---------- The data

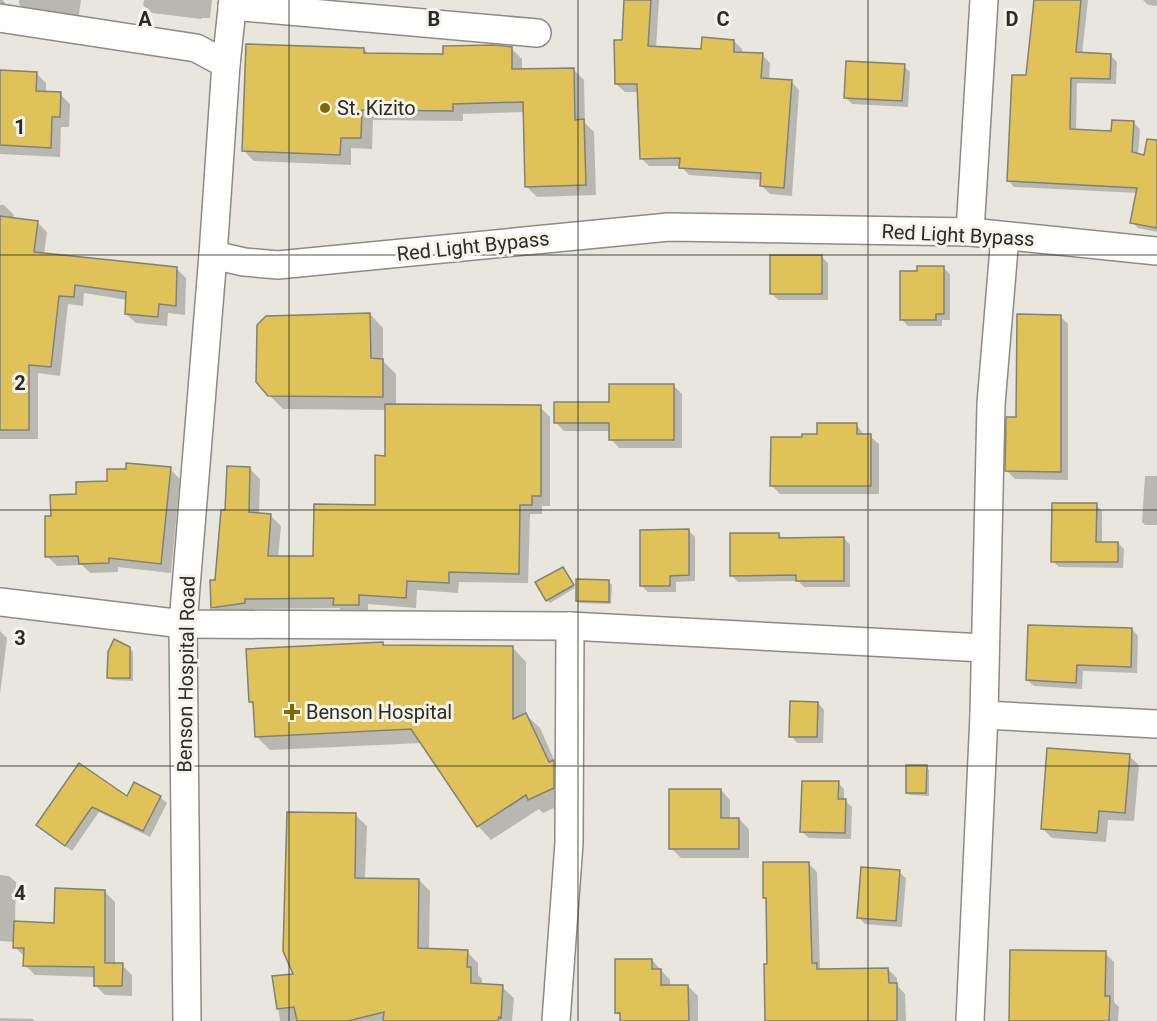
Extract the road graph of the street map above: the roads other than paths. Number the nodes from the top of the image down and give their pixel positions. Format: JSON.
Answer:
{"nodes":[{"id":1,"x":984,"y":0,"type":"edge"},
{"id":2,"x":232,"y":3,"type":"edge"},
{"id":3,"x":0,"y":18,"type":"edge"},
{"id":4,"x":537,"y":33,"type":"dead end"},
{"id":5,"x":226,"y":64,"type":"junction"},
{"id":6,"x":970,"y":232,"type":"junction"},
{"id":7,"x":1005,"y":236,"type":"junction"},
{"id":8,"x":1157,"y":251,"type":"edge"},
{"id":9,"x":213,"y":255,"type":"junction"},
{"id":10,"x":0,"y":602,"type":"edge"},
{"id":11,"x":183,"y":624,"type":"junction"},
{"id":12,"x":570,"y":626,"type":"junction"},
{"id":13,"x":984,"y":648,"type":"junction"},
{"id":14,"x":984,"y":716,"type":"junction"},
{"id":15,"x":1157,"y":724,"type":"edge"},
{"id":16,"x":187,"y":1021,"type":"edge"},
{"id":17,"x":556,"y":1021,"type":"edge"},
{"id":18,"x":970,"y":1021,"type":"edge"}],
"edges":[{"from":1,"to":6,"type":"street"},
{"from":2,"to":4,"type":"street"},
{"from":2,"to":5,"type":"street"},
{"from":3,"to":5,"type":"street"},
{"from":5,"to":9,"type":"street"},
{"from":6,"to":7,"type":"street","name":"Red Light Bypass"},
{"from":6,"to":9,"type":"street","name":"Red Light Bypass"},
{"from":7,"to":8,"type":"street","name":"Red Light Bypass"},
{"from":7,"to":13,"type":"street"},
{"from":9,"to":11,"type":"street","name":"Benson Hospital Road"},
{"from":10,"to":11,"type":"street"},
{"from":11,"to":12,"type":"street"},
{"from":11,"to":16,"type":"street","name":"Benson Hospital Road"},
{"from":12,"to":13,"type":"street"},
{"from":12,"to":17,"type":"street"},
{"from":13,"to":14,"type":"street"},
{"from":14,"to":15,"type":"street"},
{"from":14,"to":18,"type":"street"}]}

--------------------

Print the entries above exactly, leaving pictures out.

Extract the road graph of the street map above: the roads other than paths. Number the nodes from the top of the image down and give their pixel positions. Format: JSON.
Answer:
{"nodes":[{"id":1,"x":984,"y":0,"type":"edge"},
{"id":2,"x":232,"y":3,"type":"edge"},
{"id":3,"x":0,"y":18,"type":"edge"},
{"id":4,"x":537,"y":33,"type":"dead end"},
{"id":5,"x":226,"y":64,"type":"junction"},
{"id":6,"x":970,"y":232,"type":"junction"},
{"id":7,"x":1005,"y":236,"type":"junction"},
{"id":8,"x":1157,"y":251,"type":"edge"},
{"id":9,"x":213,"y":255,"type":"junction"},
{"id":10,"x":0,"y":602,"type":"edge"},
{"id":11,"x":183,"y":624,"type":"junction"},
{"id":12,"x":570,"y":626,"type":"junction"},
{"id":13,"x":984,"y":648,"type":"junction"},
{"id":14,"x":984,"y":716,"type":"junction"},
{"id":15,"x":1157,"y":724,"type":"edge"},
{"id":16,"x":187,"y":1021,"type":"edge"},
{"id":17,"x":556,"y":1021,"type":"edge"},
{"id":18,"x":970,"y":1021,"type":"edge"}],
"edges":[{"from":1,"to":6,"type":"street"},
{"from":2,"to":4,"type":"street"},
{"from":2,"to":5,"type":"street"},
{"from":3,"to":5,"type":"street"},
{"from":5,"to":9,"type":"street"},
{"from":6,"to":7,"type":"street","name":"Red Light Bypass"},
{"from":6,"to":9,"type":"street","name":"Red Light Bypass"},
{"from":7,"to":8,"type":"street","name":"Red Light Bypass"},
{"from":7,"to":13,"type":"street"},
{"from":9,"to":11,"type":"street","name":"Benson Hospital Road"},
{"from":10,"to":11,"type":"street"},
{"from":11,"to":12,"type":"street"},
{"from":11,"to":16,"type":"street","name":"Benson Hospital Road"},
{"from":12,"to":13,"type":"street"},
{"from":12,"to":17,"type":"street"},
{"from":13,"to":14,"type":"street"},
{"from":14,"to":15,"type":"street"},
{"from":14,"to":18,"type":"street"}]}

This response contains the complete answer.